In particular, the firm will be focusing on developing its renewables portfolio. This news is the latest in a number of tactics being implemented by the business to move beyond oil and gas. Back in 2018 the brand was the first in the sector to announce plans to become a more general energy company, dropping the ‘oil’ from its previous name – Statoil – that same year.  

In a statement, Jon Erik Reinhardsen, Chair of the Board of Directors at Equinor, commented:

“Equinor is entering a phase of significant change as the world needs to take more forceful action to combat climate change. The board’s mandate is for Anders to accelerate our development as a broad energy company and to increase value creation for our shareholders through the energy transition.’’ 

Valero Energy profits from moving into renewables

Valero Energy is well-known for operating one of the world’s largest independent oil refiners and is a big name in the oil and gas field. With 15 petroleum refineries and 14 ethanol plants across the globe, it is certainly one of the big players in the sector.

But did you know that Valero Energy also has a stake in the largest renewable diesel plant in North America? In a joint venture with Darling Ingredients, the firm operates Diamond Green Diesel. This part of the business has proven valuable so far, growing 80% in 2019 alone.

ExxonMobil surpassed by solar and wind generator

In perhaps the clearest sign that renewables is a real contender in the energy and utilities space, October saw NextEra Energy overtake ExxonMobil in stock market value. According to A&P Global Market Intelligence, the world’s largest solar and wind power generator had gained two-thirds of its market capitalisation in the last two years.

And the future looks just as promising. Reports from the Financial Times revealed that the firm has announced a pilot programme to use solar electricity to produce hydrogen – a potential replacement fuel for diesel. Projects such as this one have increased investor interest in the business, with its focus on renewables making the firm highly desirable to potential stakeholders.

According to Paul Patterson, analyst at Glenrock Associates: “People are excited about renewables and the transformation happening in the energy sector, and they feel that this is probably one of the better-positioned companies in the United States to exploit that opportunity.”

Shell continues to invest in green energy

As demand for renewables started to increase several years ago, Shell took action to best respond to this changing environment. The firm committed to investing between $4 billion and $6 billion in green energy projects from 2016 until the end of this year. While this target is unlikely to be hit, the Anglo-Dutch company has made a number of critical renewables investments.

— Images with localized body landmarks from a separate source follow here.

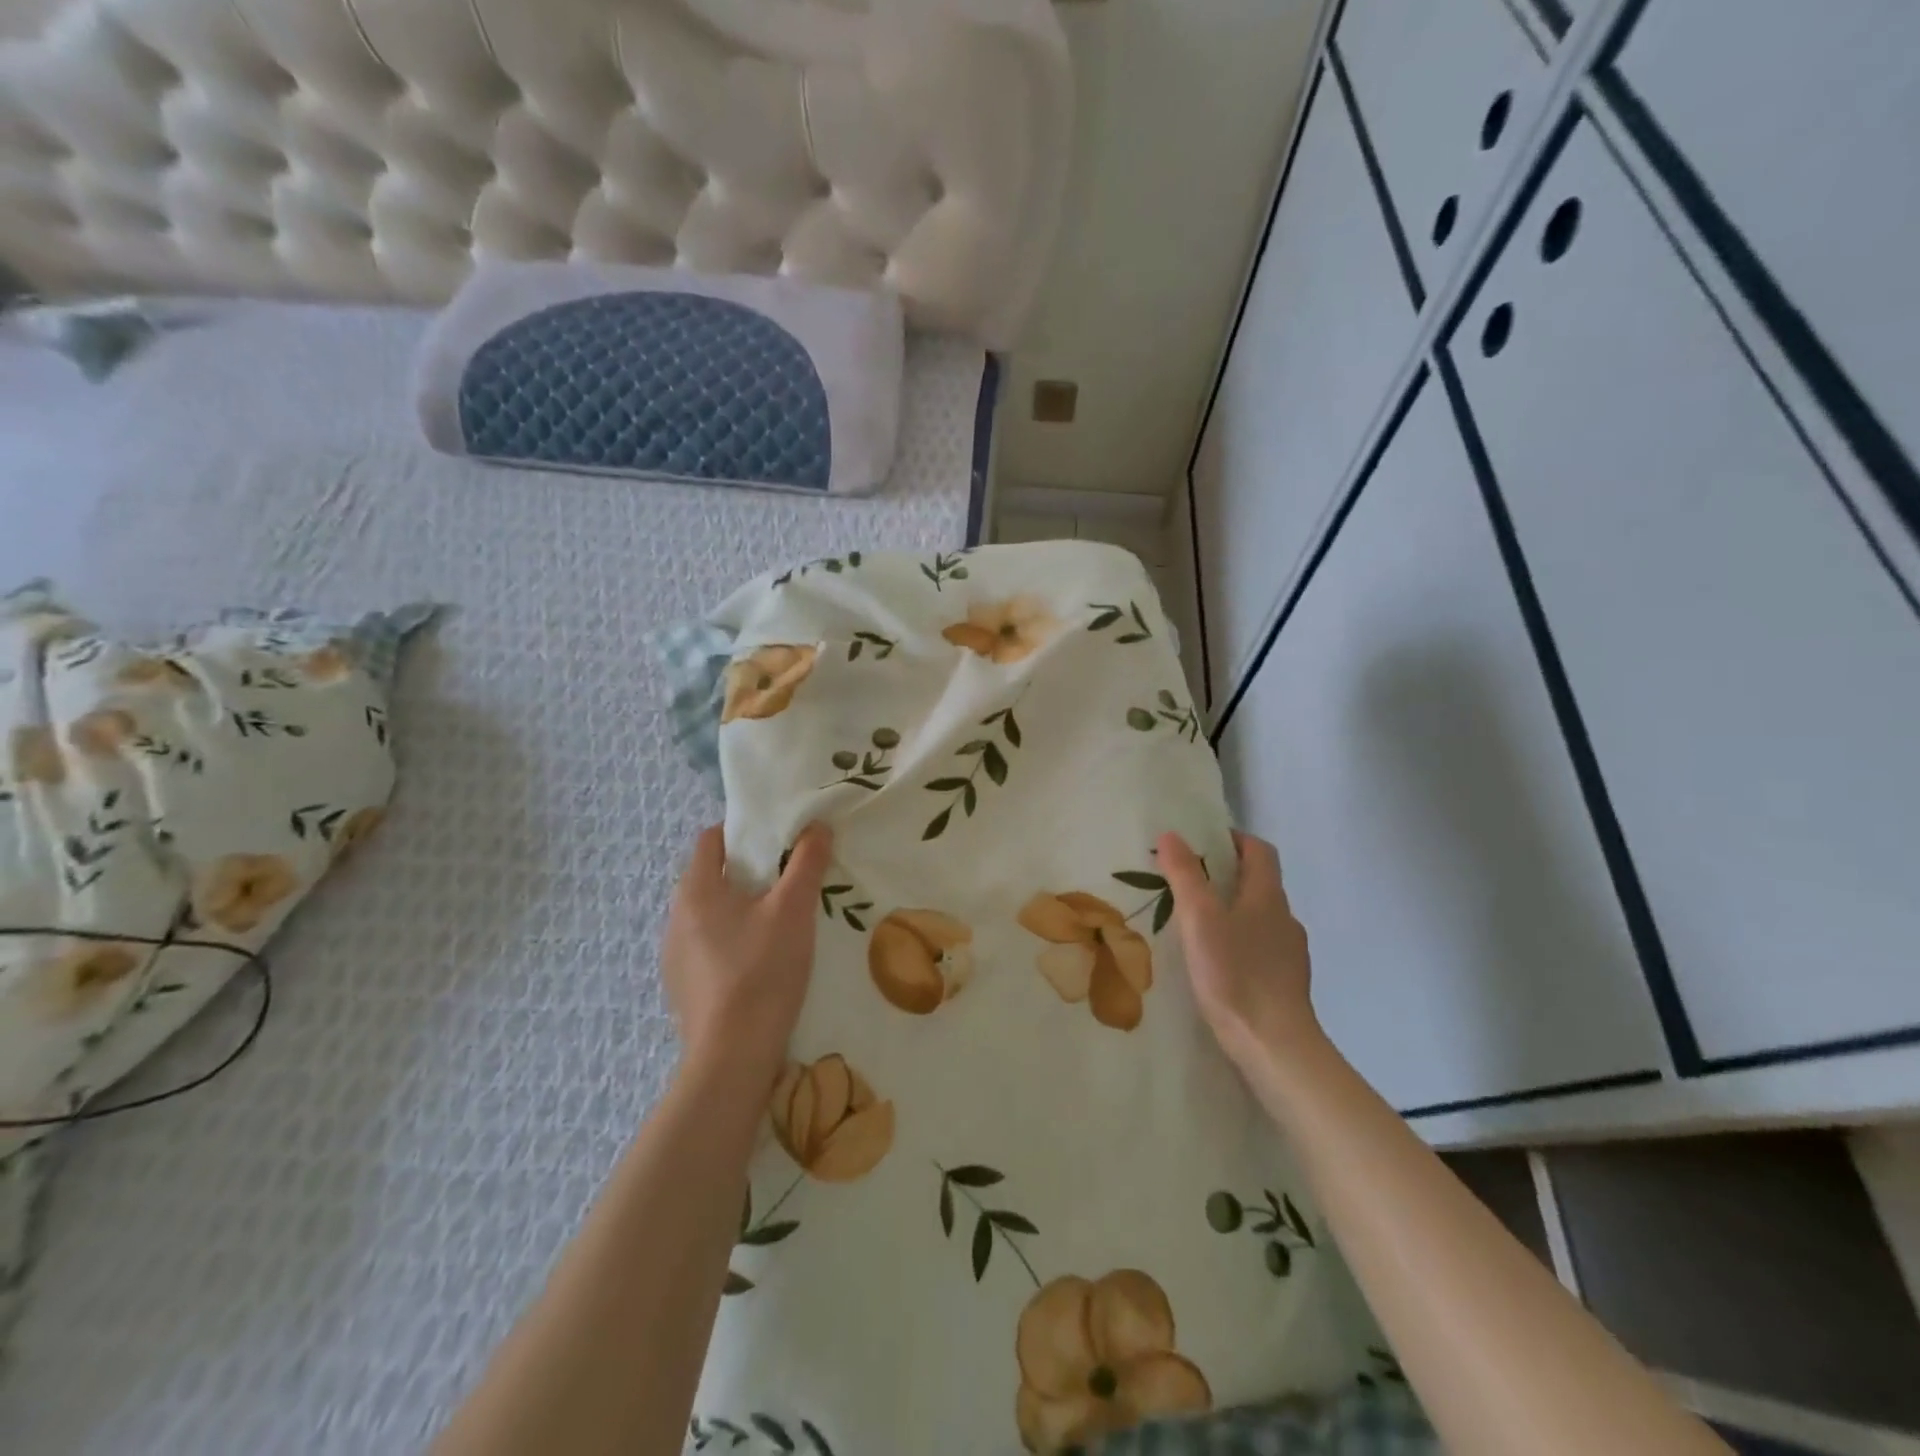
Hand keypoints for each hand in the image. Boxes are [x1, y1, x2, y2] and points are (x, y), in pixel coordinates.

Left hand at [662, 822, 832, 1076]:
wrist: (733, 1056)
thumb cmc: (762, 970)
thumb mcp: (793, 910)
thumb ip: (807, 862)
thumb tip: (817, 826)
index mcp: (695, 890)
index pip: (712, 839)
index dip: (744, 832)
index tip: (778, 841)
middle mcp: (675, 917)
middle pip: (712, 876)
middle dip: (749, 873)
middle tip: (789, 881)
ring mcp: (674, 955)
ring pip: (711, 915)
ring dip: (740, 910)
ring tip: (779, 924)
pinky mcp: (682, 987)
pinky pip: (709, 948)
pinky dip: (732, 943)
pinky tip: (760, 963)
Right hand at [1158, 830, 1319, 1068]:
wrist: (1274, 1046)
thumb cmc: (1235, 974)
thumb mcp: (1199, 919)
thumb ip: (1185, 875)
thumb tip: (1172, 834)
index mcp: (1268, 897)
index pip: (1259, 851)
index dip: (1235, 839)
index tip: (1204, 840)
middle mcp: (1285, 919)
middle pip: (1259, 884)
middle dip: (1226, 876)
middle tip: (1188, 881)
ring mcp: (1289, 954)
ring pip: (1259, 919)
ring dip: (1232, 912)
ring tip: (1195, 925)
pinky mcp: (1285, 984)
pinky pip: (1260, 950)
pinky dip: (1239, 944)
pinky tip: (1216, 964)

In 2018, for example, it bought a 44% stake in the US solar power firm, Silicon Ranch. Shell also allegedly spent around $2 billion setting up a low-carbon energy and electricity generation business. And it’s highly likely that the company will invest further in the renewables field in the coming years.

What does this mean for job seekers?

For those seeking their next energy job, the news of more oil and gas giants moving into renewables demonstrates several key points. Perhaps most importantly, it highlights that wider energy skills can be transferred across to the renewables field. The fact that organisations from other branches of the energy industry are looking into the renewable sector shows that there is significant potential in this field. But, with an on-going skills shortage in this area, these larger oil and gas firms will arguably be seeking extra resources.

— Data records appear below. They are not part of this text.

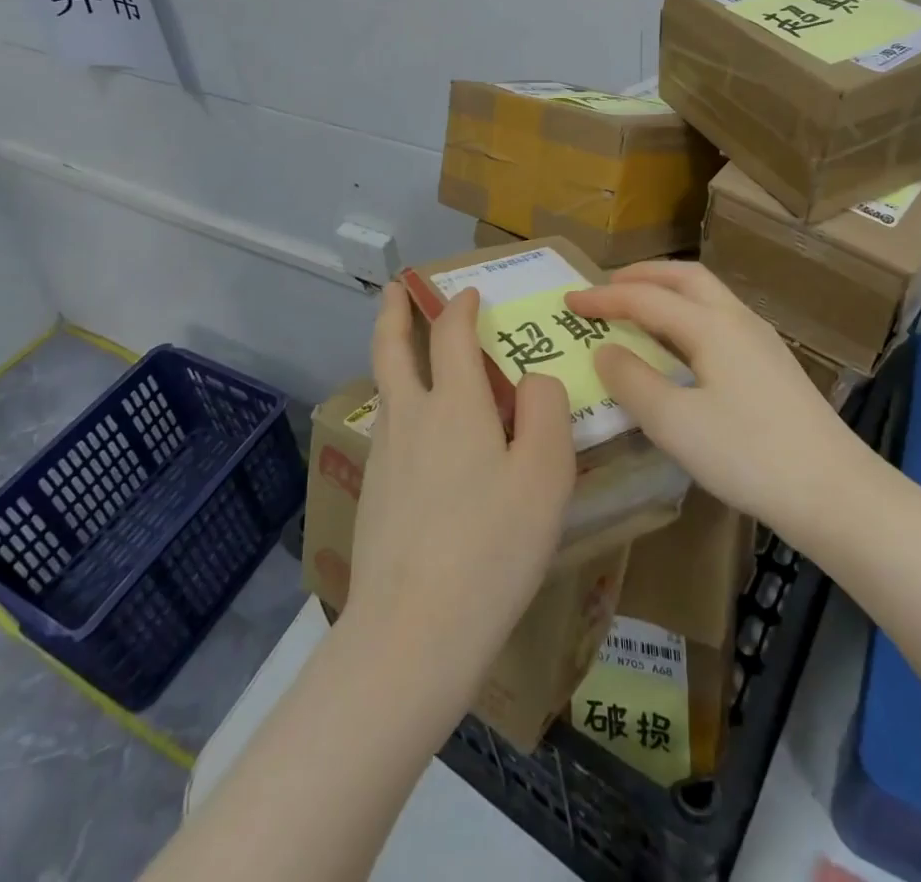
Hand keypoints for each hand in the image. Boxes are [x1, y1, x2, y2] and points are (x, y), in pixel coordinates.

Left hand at [349, 281, 576, 709]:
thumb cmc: (492, 546)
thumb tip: (534, 380)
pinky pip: (389, 432)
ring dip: (394, 358)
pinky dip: (400, 408)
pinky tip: (418, 438)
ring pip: (386, 390)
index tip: (468, 294)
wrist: (414, 630)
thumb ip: (547, 411)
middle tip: (397, 289)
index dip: (460, 307)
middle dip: (395, 313)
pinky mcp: (373, 494)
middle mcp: (410, 418)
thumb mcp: (545, 475)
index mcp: (453, 404)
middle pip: (392, 349)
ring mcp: (384, 457)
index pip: (451, 334)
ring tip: (409, 355)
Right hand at [565, 262, 876, 545]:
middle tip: (608, 286)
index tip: (569, 301)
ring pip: (708, 296)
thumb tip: (606, 350)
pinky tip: (682, 347)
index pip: (645, 298)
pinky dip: (688, 315)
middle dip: (643, 275)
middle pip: (685, 278)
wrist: (836, 492)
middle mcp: (738, 320)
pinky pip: (720, 319)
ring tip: (639, 309)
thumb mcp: (674, 423)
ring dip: (668, 292)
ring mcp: (762, 341)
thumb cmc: (748, 455)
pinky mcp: (773, 365)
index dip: (603, 298)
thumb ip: (632, 381)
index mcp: (711, 326)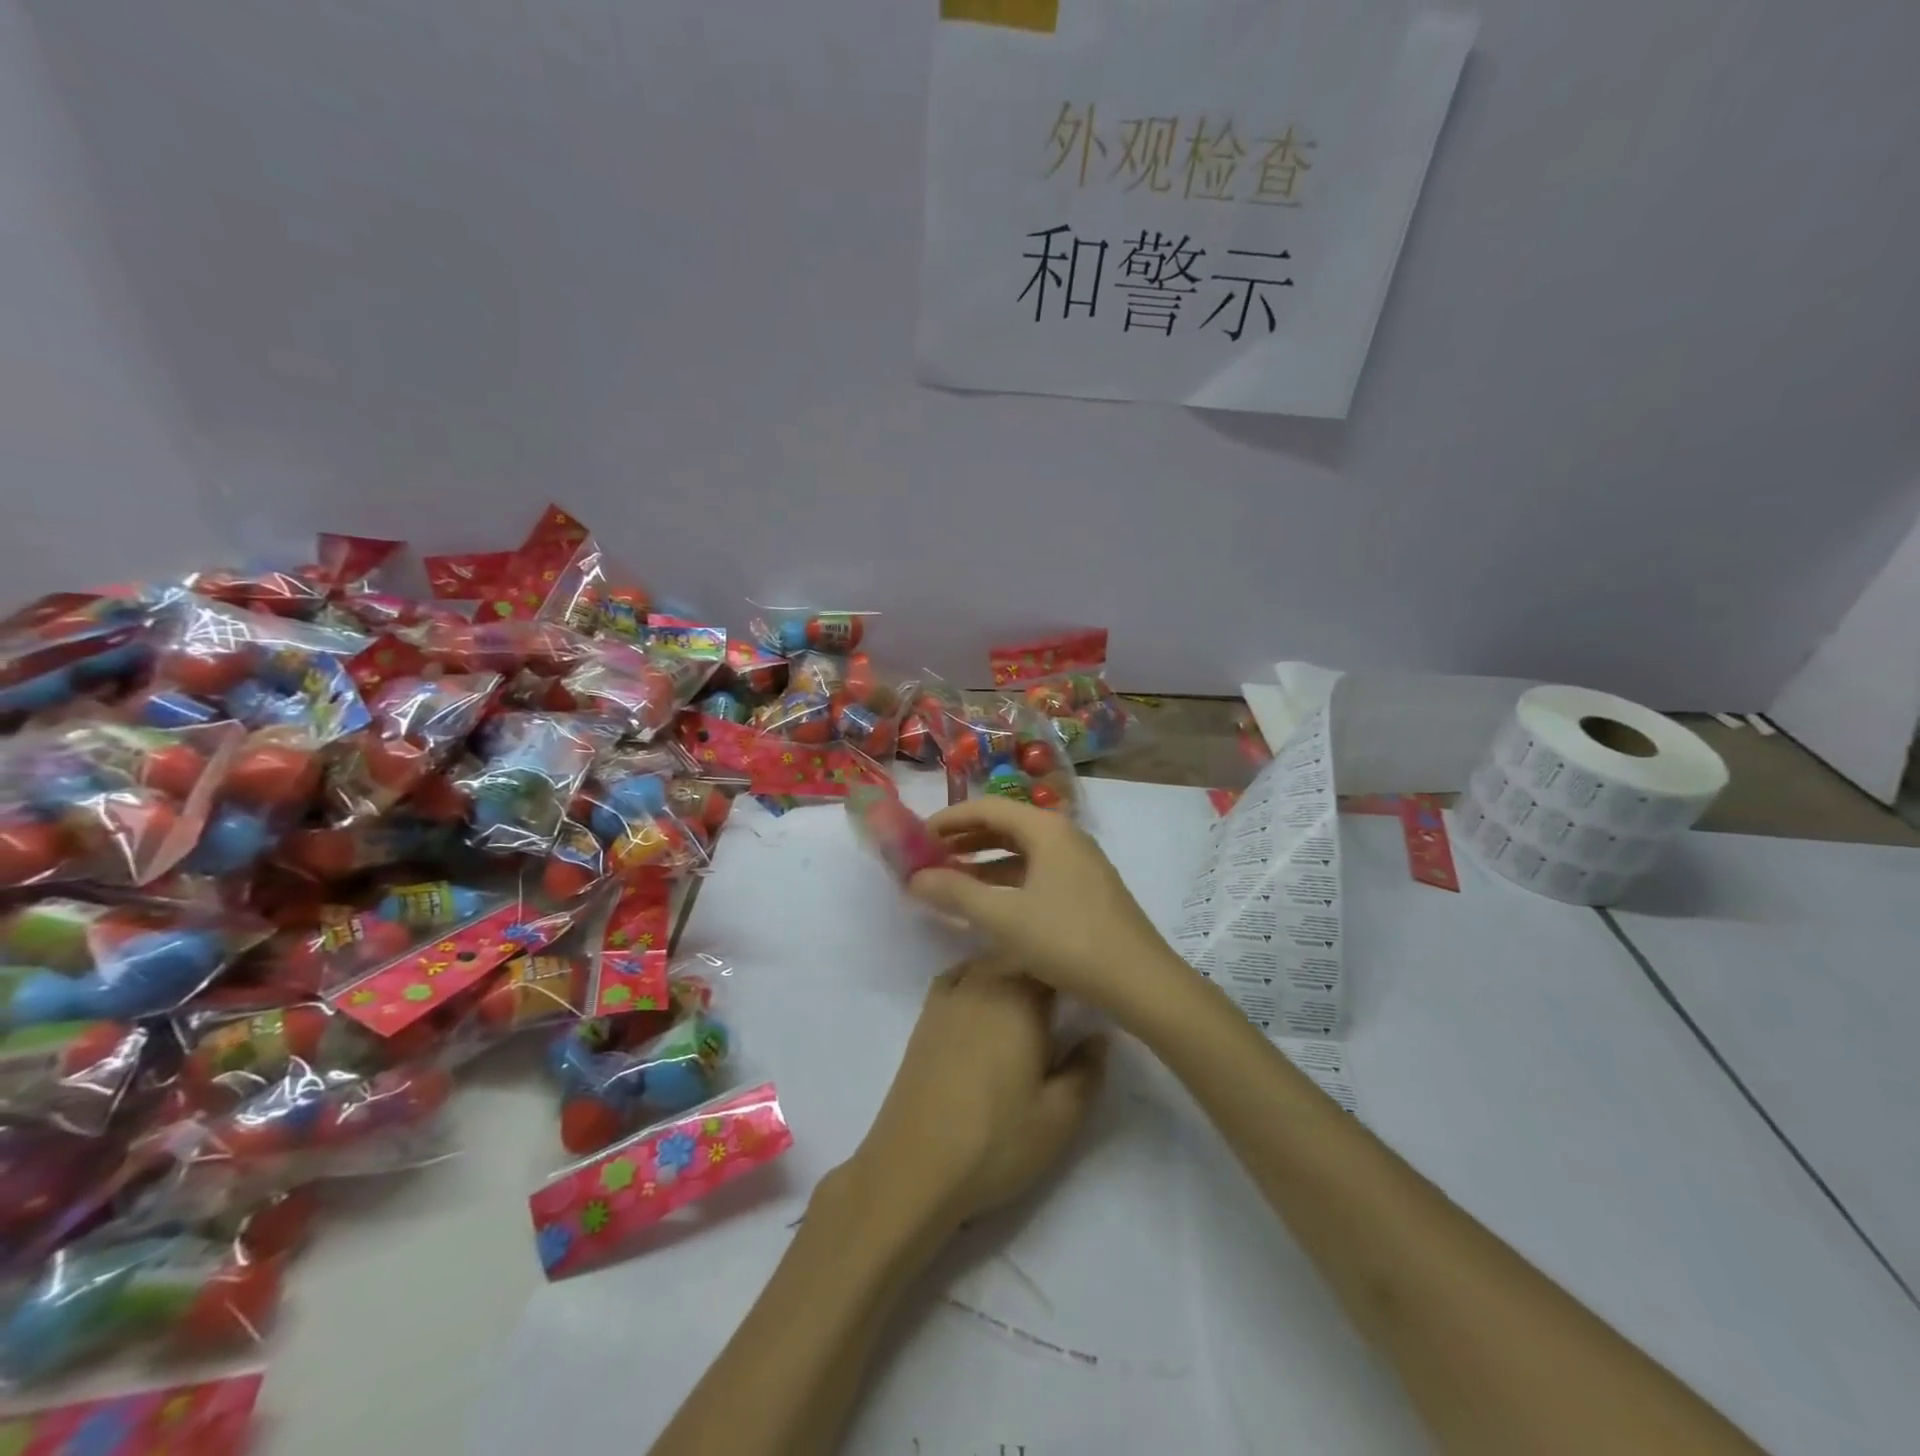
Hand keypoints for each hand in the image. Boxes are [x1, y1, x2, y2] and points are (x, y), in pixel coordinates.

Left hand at [848, 956, 1105, 1233]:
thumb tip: (1098, 1035)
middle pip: (1020, 955)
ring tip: (1032, 999)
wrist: (915, 1165)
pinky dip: (978, 978)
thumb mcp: (1060, 1117)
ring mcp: (950, 995)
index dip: (1076, 969)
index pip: (1054, 962)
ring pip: (989, 963)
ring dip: (1012, 970)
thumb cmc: (996, 1141)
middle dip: (1046, 967)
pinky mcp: (926, 1014)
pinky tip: (986, 1001)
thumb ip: (1087, 1070)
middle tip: (1069, 996)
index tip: (1094, 986)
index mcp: (1020, 998)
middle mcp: (983, 982)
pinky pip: (959, 976)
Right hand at [907, 797, 1193, 1016]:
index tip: (916, 837)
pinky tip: (988, 903)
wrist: (1140, 982)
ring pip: (1020, 851)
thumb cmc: (1068, 940)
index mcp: (1046, 828)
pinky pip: (1035, 871)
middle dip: (964, 839)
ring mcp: (1079, 862)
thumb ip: (955, 893)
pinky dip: (1006, 880)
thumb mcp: (1004, 918)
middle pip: (1005, 825)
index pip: (987, 807)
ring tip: (950, 880)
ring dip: (983, 862)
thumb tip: (914, 878)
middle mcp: (1064, 835)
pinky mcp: (1085, 889)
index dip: (948, 819)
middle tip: (928, 858)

It’s highly likely that for many these will come from other specialisms with skills that can be utilised in renewables. If you have experience in oil and gas, for example, and are looking at a new career path, moving into renewables could be perfect for you.

With climate change and sustainability key topics of discussions across the globe, the demand for renewables will only increase. And with this uptick in need for green resources, energy professionals will find opportunities for career changes varied and highly lucrative.